MAINT: Cleanup for histogram bin estimator selection

Private function with superfluous checks was removed. Estimator Estimator functions are now semi-public and selection is simplified within histogram itself.
numpy · njsmith · Feb 23, 2016 · Feb 6, 2016 · Feb 16, 2016 · 90adbbfc3840bd8ed9513614d7ef18e0b11eebf9
commit 90adbbfc3840bd8ed9513614d7ef18e0b11eebf9
diff --git a/numpy/lib/function_base.py b/numpy/lib/function_base.py
@@ -76,150 +76,191 @@ def iterable(y):
     return True
 
 
-def _hist_optim_numbins_estimator(a, estimator, data_range=None, data_weights=None):
+def _hist_bin_sqrt(x):
     """
-    A helper function to be called from ``histogram`` to deal with
-    estimating optimal number of bins.
+    Square root histogram bin estimator.
 
-    A description of the estimators can be found at
-    https://en.wikipedia.org/wiki/Histogram#Number_of_bins_and_width
+    Used by many programs for its simplicity.
 
     Parameters
     ----------
-    a : array_like
-        The data with which to estimate the number of bins
-    estimator: str
-        If ``estimator`` is one of ['auto', 'fd', 'scott', 'doane',
-        'rice', 'sturges', 'sqrt'], this function will choose the
-        appropriate estimation method and return the optimal number of
-        bins it calculates.
-    data_range: tuple (min, max)
-        The range that the data to be binned should be restricted to.
-    data_weights:
-        weights are not supported, so this field must be empty or None.
+    x : array_like
+        Input data that is to be histogrammed.
+
+    Returns
+    -------
+    n : An estimate of the optimal bin count for the given data.
     """
-    if a.size == 0:
-        return 1
+    return int(np.ceil(np.sqrt(x.size)))
 
-    if data_weights is not None:
-        raise TypeError("Automated estimation of the number of "

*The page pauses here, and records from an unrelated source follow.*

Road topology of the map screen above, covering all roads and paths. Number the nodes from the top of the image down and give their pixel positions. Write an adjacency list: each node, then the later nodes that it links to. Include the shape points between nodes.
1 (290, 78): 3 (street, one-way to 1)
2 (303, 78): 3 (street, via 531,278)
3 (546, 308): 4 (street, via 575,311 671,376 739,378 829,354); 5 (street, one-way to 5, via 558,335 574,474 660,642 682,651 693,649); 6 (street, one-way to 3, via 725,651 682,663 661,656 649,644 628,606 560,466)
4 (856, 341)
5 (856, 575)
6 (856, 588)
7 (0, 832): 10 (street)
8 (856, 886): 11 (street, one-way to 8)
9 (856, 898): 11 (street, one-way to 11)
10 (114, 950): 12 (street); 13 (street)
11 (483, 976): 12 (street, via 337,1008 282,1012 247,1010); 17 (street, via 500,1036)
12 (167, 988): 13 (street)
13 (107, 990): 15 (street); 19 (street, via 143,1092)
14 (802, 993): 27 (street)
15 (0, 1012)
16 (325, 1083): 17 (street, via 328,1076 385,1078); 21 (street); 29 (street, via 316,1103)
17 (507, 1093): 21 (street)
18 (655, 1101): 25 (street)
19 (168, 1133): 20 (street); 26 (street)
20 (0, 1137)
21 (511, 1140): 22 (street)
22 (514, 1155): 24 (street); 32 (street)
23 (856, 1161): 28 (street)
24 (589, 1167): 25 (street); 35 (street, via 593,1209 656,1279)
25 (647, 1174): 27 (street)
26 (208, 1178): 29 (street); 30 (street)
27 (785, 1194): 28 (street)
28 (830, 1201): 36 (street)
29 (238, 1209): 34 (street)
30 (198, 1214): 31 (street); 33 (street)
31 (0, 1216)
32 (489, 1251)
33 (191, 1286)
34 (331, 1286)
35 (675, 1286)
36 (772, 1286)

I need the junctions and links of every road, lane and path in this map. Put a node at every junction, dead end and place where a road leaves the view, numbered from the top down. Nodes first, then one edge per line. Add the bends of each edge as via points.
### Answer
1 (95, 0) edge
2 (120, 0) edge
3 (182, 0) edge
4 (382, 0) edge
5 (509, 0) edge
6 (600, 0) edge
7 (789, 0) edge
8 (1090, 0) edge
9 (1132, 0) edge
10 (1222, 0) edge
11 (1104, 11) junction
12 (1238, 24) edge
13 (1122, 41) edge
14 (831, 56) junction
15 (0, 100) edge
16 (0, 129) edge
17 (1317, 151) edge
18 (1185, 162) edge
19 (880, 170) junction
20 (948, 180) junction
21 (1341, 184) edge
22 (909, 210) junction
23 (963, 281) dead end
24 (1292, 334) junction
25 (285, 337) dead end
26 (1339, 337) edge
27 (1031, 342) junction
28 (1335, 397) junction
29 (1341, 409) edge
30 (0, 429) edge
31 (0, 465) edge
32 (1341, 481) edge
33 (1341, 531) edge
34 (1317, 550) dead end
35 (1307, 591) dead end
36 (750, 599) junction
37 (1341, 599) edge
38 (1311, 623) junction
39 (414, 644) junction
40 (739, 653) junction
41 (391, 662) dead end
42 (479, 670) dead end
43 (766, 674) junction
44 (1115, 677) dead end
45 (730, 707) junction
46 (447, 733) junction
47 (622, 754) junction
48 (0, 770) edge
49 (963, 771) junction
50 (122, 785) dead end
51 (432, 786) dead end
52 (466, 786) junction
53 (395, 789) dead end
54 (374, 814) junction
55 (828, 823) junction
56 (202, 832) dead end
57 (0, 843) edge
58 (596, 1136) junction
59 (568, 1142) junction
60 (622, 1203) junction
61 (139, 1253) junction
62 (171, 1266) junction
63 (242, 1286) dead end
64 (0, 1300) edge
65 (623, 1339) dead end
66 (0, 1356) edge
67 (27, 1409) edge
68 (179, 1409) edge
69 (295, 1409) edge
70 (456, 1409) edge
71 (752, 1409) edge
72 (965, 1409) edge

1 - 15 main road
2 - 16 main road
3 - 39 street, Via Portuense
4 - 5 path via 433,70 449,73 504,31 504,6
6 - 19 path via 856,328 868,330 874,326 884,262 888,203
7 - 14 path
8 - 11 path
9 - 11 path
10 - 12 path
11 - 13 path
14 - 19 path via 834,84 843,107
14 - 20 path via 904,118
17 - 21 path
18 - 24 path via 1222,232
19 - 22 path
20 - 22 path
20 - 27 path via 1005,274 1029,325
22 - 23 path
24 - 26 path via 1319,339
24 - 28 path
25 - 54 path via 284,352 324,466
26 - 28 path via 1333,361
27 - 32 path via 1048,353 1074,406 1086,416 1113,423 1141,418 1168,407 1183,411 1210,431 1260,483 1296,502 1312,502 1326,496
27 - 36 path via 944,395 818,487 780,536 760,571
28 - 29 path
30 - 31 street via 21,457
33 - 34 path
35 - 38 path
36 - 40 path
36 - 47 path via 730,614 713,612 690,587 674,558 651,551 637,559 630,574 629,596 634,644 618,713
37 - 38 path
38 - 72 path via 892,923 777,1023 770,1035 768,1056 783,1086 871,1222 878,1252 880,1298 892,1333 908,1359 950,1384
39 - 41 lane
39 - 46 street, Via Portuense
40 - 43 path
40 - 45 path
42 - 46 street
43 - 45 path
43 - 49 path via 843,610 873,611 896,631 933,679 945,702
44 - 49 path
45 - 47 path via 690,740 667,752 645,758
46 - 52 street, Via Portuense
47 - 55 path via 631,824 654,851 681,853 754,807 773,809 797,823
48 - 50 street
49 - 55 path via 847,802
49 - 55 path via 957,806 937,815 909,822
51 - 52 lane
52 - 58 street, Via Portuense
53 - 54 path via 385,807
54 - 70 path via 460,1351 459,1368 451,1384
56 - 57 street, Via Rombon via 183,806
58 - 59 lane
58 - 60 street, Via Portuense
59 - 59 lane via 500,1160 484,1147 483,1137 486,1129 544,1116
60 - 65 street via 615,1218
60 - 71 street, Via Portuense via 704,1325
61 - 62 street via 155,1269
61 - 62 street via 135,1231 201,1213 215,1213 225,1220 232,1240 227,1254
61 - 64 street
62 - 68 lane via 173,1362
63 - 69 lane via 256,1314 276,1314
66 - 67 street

-                        "bins is not supported for weighted data")
 
-    if data_range is not None:
-        mn, mx = data_range
-        keep = (a >= mn)
-        keep &= (a <= mx)
-        if not np.logical_and.reduce(keep):
-            a = a[keep]
+def _hist_bin_sturges(x):
+    """
+    Sturges histogram bin estimator.
 
-    def sqrt(x):
-        Square Root Estimator
+    A very simplistic estimator based on the assumption of normality of
+    the data. This estimator has poor performance for non-normal data,
+    which becomes especially obvious for large data sets. The estimate
+    depends only on size of the data.
 
-        Used by many programs for its simplicity.
-        """
-        return np.ceil(np.sqrt(x.size))
+    Parameters
+    ----------
+    x : array_like
+        Input data that is to be histogrammed.
 
-    def sturges(x):
-        """
-        Sturges Estimator
+    Returns
+    -------
+    n : An estimate of the optimal bin count for the given data.
+    """
+    return int(np.ceil(np.log2(x.size))) + 1
 
-        A very simplistic estimator based on the assumption of normality
-        of the data. Poor performance for non-normal data, especially
-        obvious for large ``x``. Depends only on size of the data.
-        """
-        return np.ceil(np.log2(x.size)) + 1
 
-    def rice(x):
-        """
-        Rice Estimator
+def _hist_bin_rice(x):
+    """
+    Rice histogram bin estimator.
 
-        Another simple estimator, with no normality assumption. It has
-        better performance for large data, but tends to overestimate
-        number of bins. The number of bins is proportional to the cube
-        root of data size (asymptotically optimal). Depends only on size
-        of the data.
-        """
-        return np.ceil(2 * x.size ** (1.0 / 3))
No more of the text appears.